--- Entries supplied ---
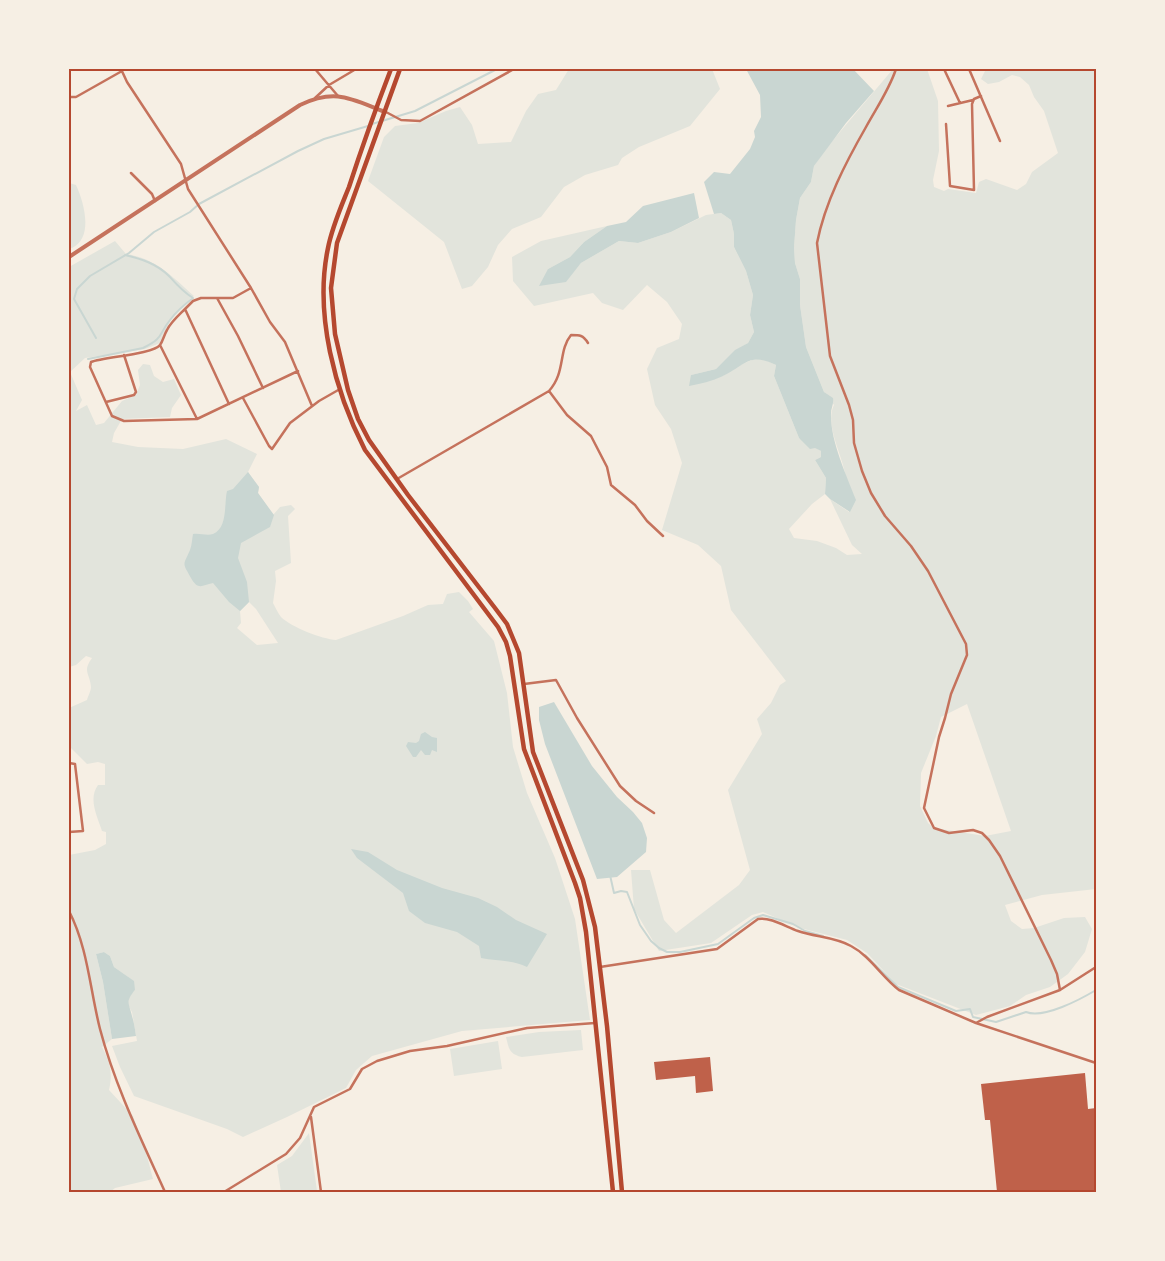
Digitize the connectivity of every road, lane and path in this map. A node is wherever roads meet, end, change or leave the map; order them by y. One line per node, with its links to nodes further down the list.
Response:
1 (315, 69): 10 (street)
2 (356, 69): 10 (street)
3 (391, 69): 18 (main road)
4 (400, 69): 19 (main road)
5 (514, 69): 19 (street)
6 (896, 69): 50 (street)
7 (944, 69): 16 (street)
8 (969, 69): 12 (street)
9 (121, 70): 13 (street); 23 (street)
10 (329, 85): 11 (street); 14 (street)
11 (338, 96): 14 (street); 18 (street)
12 (981, 96): 15 (street); 21 (street)
13 (69, 97)
14 (315, 98): 23 (street)
15 (973, 100): 16 (street); 20 (street)
16 (960, 103): 17 (street)
17 (948, 106)
18 (376, 109): 19 (street); 34 (main road)
19 (385, 112): 41 (main road)
20 (946, 124)
21 (1000, 141)
22 (131, 173): 24 (street)
23 (186, 180): 24 (street); 26 (street)
24 (155, 201): 25 (street)
25 (69, 257)
26 (251, 288): 27 (street); 32 (street)
27 (217, 298): 28 (street); 33 (street)
28 (185, 309): 30 (street); 38 (street)
29 (588, 343): 35 (street)
30 (160, 345): 31 (street); 40 (street)
31 (124, 355): 37 (street); 37 (street)
32 (298, 371): 33 (street); 39 (street)
33 (263, 388): 36 (street)
34 (340, 389): 39 (street); 51 (main road)
35 (549, 391): 41 (street); 42 (street)
36 (243, 398): 38 (street); 39 (street)
37 (106, 402): 40 (street)
38 (228, 404): 40 (street)
39 (312, 406)
40 (197, 418)
41 (397, 479): 43 (main road)
42 (663, 536)
43 (524, 684): 45 (street); 48 (main road)
44 (69, 763): 46 (street)
45 (654, 813)
46 (69, 832)
47 (69, 911): 55 (street)
48 (600, 967): 52 (street); 59 (main road)
49 (1096, 968): 50 (street)
50 (1060, 990): 52 (street)
51 (596, 1023): 54 (street); 58 (main road)
52 (976, 1023): 53 (street)
53 (1096, 1063)
54 (311, 1116): 56 (street); 57 (street)
55 (165, 1192)
56 (224, 1192)
57 (321, 1192)
58 (613, 1192)
59 (622, 1192)

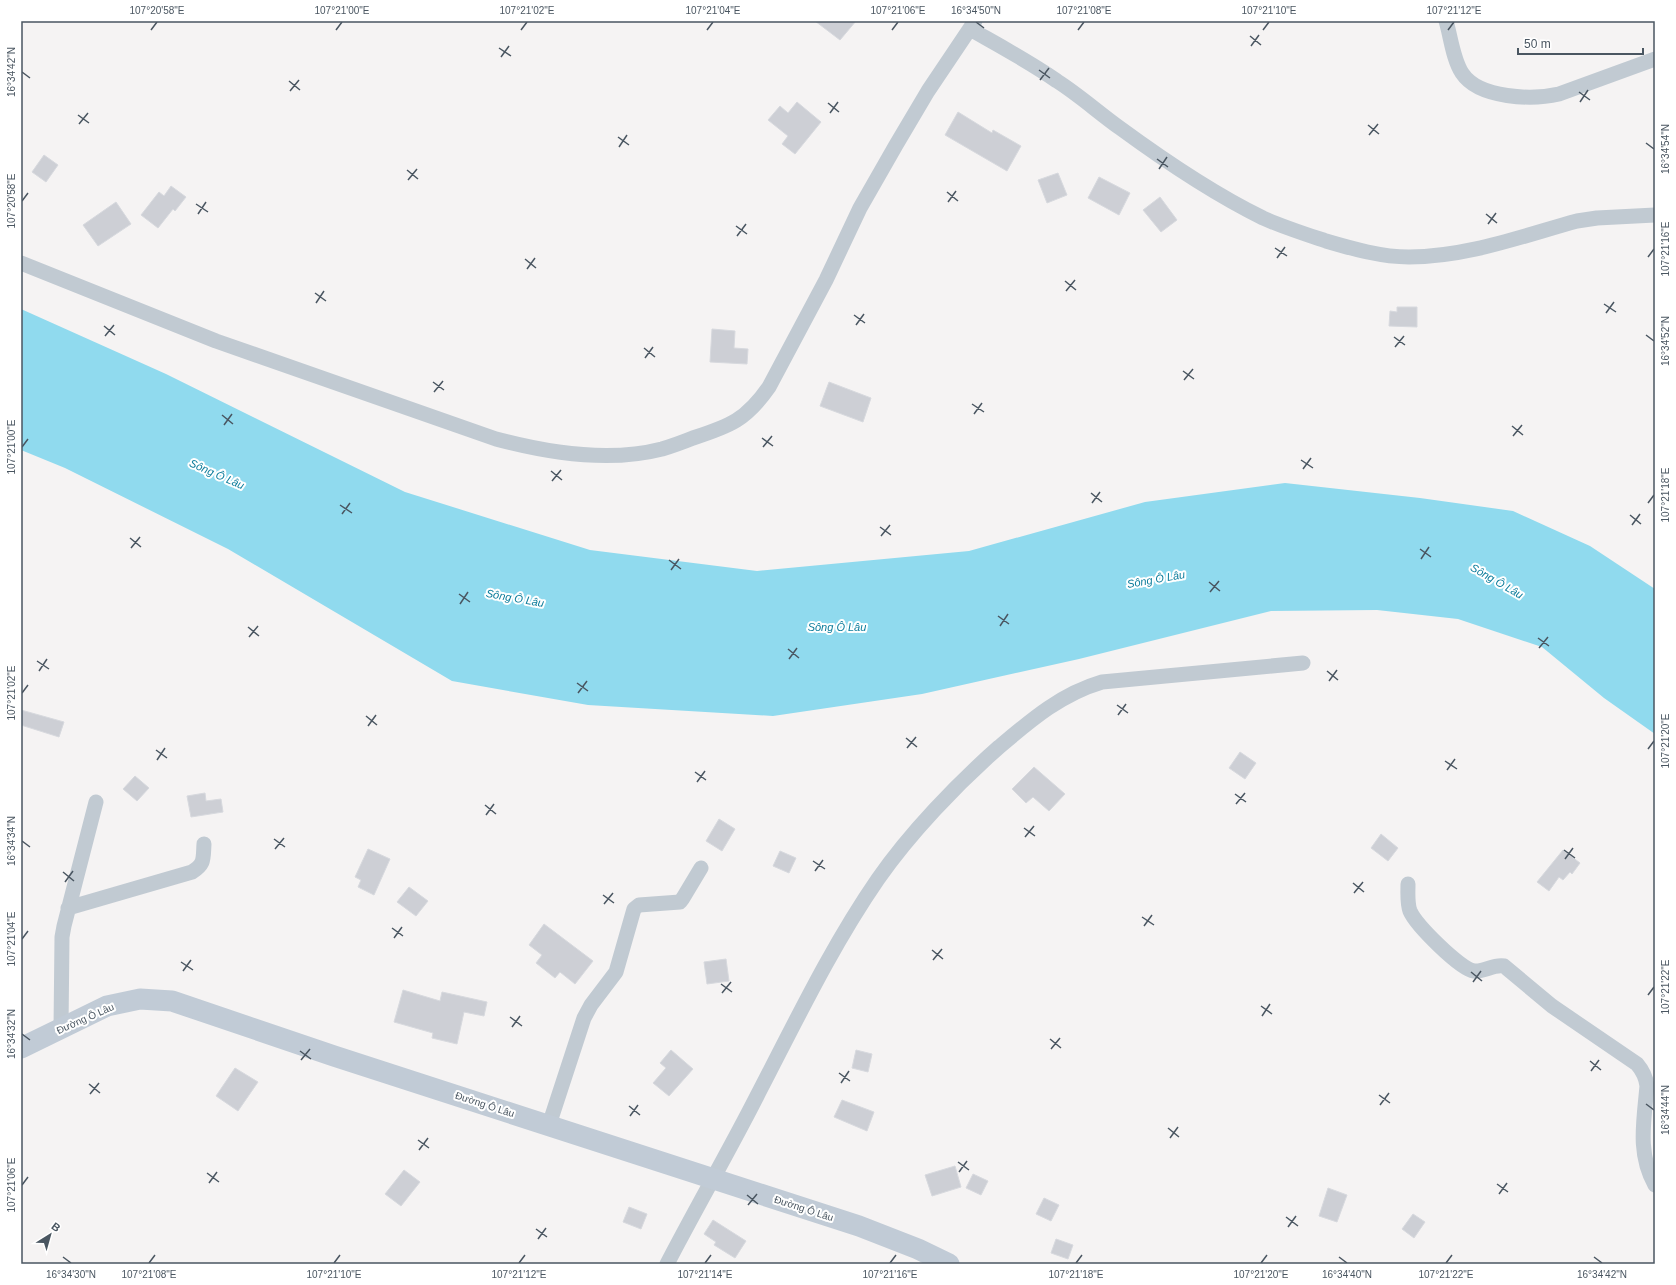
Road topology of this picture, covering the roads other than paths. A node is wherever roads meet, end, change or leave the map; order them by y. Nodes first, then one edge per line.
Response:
1 (1446, 21) edge
2 (973, 25) edge
3 (1655, 59) edge
4 (1655, 215) edge
5 (21, 263) edge
6 (1303, 663) dead end
7 (96, 802) dead end
8 (204, 844) dead end
9 (701, 868) dead end
10 (1408, 884) dead end
11 (68, 908) junction
12 (61, 1029) junction
13 (21, 1048) edge
14 (549, 1125) junction
15 (714, 1178) junction
16 (1655, 1185) edge
17 (667, 1264) edge
18 (949, 1264) edge

1 - 3 street
2 - 4 street
2 - 5 street
6 - 15 street
7 - 11 street
8 - 11 street
9 - 14 street
10 - 16 street
11 - 12 street
12 - 13 main road, Đường Ô Lâu
12 - 14 main road, Đường Ô Lâu
14 - 15 main road, Đường Ô Lâu
15 - 17 street
15 - 18 main road, Đường Ô Lâu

--- Goal of the exercise ---
Filter the data for the string "dead". Copy each matching line.

--- Your response ---
6 (1303, 663) dead end
7 (96, 802) dead end
8 (204, 844) dead end
9 (701, 868) dead end
10 (1408, 884) dead end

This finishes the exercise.